REQUIREMENT:
Where the records below show the word "Francia" in a line, please copy that line.

EXTRACTED MATERIAL:
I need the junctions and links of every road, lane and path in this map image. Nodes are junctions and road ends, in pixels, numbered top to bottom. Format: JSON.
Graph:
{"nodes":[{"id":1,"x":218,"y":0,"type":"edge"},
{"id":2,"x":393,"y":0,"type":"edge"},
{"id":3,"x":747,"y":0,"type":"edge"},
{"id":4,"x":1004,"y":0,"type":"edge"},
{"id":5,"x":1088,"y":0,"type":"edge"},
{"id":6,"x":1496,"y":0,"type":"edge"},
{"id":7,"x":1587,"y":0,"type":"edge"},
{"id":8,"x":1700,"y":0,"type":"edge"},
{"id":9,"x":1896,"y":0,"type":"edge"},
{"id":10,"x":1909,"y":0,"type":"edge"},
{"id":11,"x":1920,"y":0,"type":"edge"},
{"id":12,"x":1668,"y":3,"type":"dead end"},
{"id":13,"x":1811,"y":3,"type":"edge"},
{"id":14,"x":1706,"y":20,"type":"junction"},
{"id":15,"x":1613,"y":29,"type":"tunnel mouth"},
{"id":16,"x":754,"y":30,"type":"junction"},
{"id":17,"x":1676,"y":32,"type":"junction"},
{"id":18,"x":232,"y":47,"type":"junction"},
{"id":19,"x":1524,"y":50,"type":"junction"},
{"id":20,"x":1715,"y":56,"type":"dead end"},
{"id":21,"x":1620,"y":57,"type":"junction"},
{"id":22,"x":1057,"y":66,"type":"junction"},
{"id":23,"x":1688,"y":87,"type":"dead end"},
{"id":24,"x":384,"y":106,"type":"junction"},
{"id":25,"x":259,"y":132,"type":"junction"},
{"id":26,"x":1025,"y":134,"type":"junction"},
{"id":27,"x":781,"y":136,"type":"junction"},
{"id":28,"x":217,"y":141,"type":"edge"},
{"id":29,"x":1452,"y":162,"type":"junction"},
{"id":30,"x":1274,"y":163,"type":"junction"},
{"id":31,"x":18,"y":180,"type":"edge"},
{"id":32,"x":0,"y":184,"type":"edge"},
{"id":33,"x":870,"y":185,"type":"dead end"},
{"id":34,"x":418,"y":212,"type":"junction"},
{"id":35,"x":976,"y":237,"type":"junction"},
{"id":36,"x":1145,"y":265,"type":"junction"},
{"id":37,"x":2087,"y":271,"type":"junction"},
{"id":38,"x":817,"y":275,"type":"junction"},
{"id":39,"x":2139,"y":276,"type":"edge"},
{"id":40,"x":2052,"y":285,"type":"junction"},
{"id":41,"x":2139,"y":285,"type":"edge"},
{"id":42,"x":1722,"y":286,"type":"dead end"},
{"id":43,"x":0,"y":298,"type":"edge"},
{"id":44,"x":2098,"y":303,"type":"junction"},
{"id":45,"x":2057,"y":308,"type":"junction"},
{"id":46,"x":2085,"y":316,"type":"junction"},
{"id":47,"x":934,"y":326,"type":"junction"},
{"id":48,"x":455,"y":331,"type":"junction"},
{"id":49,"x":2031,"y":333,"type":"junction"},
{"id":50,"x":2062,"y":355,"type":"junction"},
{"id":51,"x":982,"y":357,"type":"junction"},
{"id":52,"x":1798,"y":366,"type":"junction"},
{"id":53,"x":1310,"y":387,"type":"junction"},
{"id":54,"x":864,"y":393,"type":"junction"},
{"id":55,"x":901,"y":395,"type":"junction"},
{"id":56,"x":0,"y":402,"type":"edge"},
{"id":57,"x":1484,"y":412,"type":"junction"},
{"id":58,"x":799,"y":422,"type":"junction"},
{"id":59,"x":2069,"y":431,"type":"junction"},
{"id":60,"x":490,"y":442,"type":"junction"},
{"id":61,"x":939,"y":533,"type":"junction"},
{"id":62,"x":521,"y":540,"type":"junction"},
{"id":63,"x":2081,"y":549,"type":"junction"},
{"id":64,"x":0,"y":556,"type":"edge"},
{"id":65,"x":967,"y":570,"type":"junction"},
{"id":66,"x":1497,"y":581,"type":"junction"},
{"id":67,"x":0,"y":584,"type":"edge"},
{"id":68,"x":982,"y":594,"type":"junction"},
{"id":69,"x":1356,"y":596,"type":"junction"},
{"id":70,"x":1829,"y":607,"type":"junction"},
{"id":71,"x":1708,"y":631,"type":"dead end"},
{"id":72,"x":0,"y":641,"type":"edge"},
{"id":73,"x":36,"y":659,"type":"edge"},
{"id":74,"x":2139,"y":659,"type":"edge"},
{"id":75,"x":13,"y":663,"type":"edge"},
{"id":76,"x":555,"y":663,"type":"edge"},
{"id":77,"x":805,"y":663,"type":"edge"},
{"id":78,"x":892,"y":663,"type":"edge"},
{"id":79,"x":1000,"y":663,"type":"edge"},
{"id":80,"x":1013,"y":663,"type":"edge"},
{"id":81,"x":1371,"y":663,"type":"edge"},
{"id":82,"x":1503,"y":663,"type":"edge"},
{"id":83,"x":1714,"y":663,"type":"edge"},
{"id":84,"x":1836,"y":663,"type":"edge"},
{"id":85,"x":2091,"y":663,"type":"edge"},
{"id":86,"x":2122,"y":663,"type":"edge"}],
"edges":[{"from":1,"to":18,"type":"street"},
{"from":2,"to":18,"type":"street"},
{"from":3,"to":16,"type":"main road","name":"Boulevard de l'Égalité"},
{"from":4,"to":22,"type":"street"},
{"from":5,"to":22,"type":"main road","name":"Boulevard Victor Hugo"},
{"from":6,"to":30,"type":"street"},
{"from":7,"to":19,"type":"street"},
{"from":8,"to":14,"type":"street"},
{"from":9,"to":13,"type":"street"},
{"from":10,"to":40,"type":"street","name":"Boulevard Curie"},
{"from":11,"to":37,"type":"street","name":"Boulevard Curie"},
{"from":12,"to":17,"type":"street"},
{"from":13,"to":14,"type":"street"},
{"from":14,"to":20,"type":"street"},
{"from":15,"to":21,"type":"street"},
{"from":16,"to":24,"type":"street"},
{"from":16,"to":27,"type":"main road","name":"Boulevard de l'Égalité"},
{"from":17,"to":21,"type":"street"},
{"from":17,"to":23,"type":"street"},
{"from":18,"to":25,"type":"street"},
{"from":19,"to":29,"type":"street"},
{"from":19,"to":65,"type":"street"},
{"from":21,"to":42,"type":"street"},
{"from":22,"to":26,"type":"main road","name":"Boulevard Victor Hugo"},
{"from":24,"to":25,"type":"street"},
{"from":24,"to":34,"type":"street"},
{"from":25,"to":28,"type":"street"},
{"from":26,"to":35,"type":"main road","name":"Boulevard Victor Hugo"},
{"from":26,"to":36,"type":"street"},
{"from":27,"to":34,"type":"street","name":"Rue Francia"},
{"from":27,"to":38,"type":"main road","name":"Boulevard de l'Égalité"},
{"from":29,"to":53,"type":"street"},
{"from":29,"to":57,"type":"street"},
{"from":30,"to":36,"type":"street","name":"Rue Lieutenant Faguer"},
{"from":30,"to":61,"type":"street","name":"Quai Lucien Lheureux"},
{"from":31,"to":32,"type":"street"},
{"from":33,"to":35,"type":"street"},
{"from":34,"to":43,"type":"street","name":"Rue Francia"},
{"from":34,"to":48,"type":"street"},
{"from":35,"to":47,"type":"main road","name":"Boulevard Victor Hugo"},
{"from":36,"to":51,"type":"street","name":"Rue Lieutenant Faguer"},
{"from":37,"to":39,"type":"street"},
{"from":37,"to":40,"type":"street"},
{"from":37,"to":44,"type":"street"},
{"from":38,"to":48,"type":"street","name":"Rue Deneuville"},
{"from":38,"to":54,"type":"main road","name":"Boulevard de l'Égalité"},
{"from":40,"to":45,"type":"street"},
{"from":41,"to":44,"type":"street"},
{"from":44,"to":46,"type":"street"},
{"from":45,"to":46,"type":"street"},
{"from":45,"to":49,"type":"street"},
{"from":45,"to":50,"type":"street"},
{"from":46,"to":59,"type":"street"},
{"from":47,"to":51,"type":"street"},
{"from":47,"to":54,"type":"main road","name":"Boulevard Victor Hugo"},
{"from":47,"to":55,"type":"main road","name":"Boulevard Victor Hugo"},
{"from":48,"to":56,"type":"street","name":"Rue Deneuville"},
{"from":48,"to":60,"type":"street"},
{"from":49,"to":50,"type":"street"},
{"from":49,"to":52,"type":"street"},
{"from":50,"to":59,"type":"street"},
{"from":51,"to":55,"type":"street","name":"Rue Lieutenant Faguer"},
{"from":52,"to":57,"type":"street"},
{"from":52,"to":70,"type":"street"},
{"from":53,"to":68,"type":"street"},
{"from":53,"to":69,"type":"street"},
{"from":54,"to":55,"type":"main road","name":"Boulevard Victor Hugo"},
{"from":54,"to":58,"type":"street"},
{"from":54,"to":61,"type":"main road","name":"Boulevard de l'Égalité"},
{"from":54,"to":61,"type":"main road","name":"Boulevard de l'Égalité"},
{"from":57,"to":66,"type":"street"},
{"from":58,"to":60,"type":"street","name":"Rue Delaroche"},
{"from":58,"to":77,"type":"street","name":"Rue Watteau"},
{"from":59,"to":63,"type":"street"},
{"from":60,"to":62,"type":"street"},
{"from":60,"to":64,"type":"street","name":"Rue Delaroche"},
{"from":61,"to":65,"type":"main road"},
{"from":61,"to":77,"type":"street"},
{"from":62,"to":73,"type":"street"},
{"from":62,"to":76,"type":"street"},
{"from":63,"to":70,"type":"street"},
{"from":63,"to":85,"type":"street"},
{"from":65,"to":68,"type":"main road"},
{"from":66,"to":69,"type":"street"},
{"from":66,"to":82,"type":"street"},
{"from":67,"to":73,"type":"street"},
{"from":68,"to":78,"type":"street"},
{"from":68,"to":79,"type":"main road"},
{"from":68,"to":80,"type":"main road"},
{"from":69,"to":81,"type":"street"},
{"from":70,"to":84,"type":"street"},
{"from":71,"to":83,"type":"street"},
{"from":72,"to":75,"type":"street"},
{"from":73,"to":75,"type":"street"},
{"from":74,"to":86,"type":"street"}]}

ANSWER TO THE EXERCISE:
{"from":27,"to":34,"type":"street","name":"Rue Francia"},
{"from":34,"to":43,"type":"street","name":"Rue Francia"},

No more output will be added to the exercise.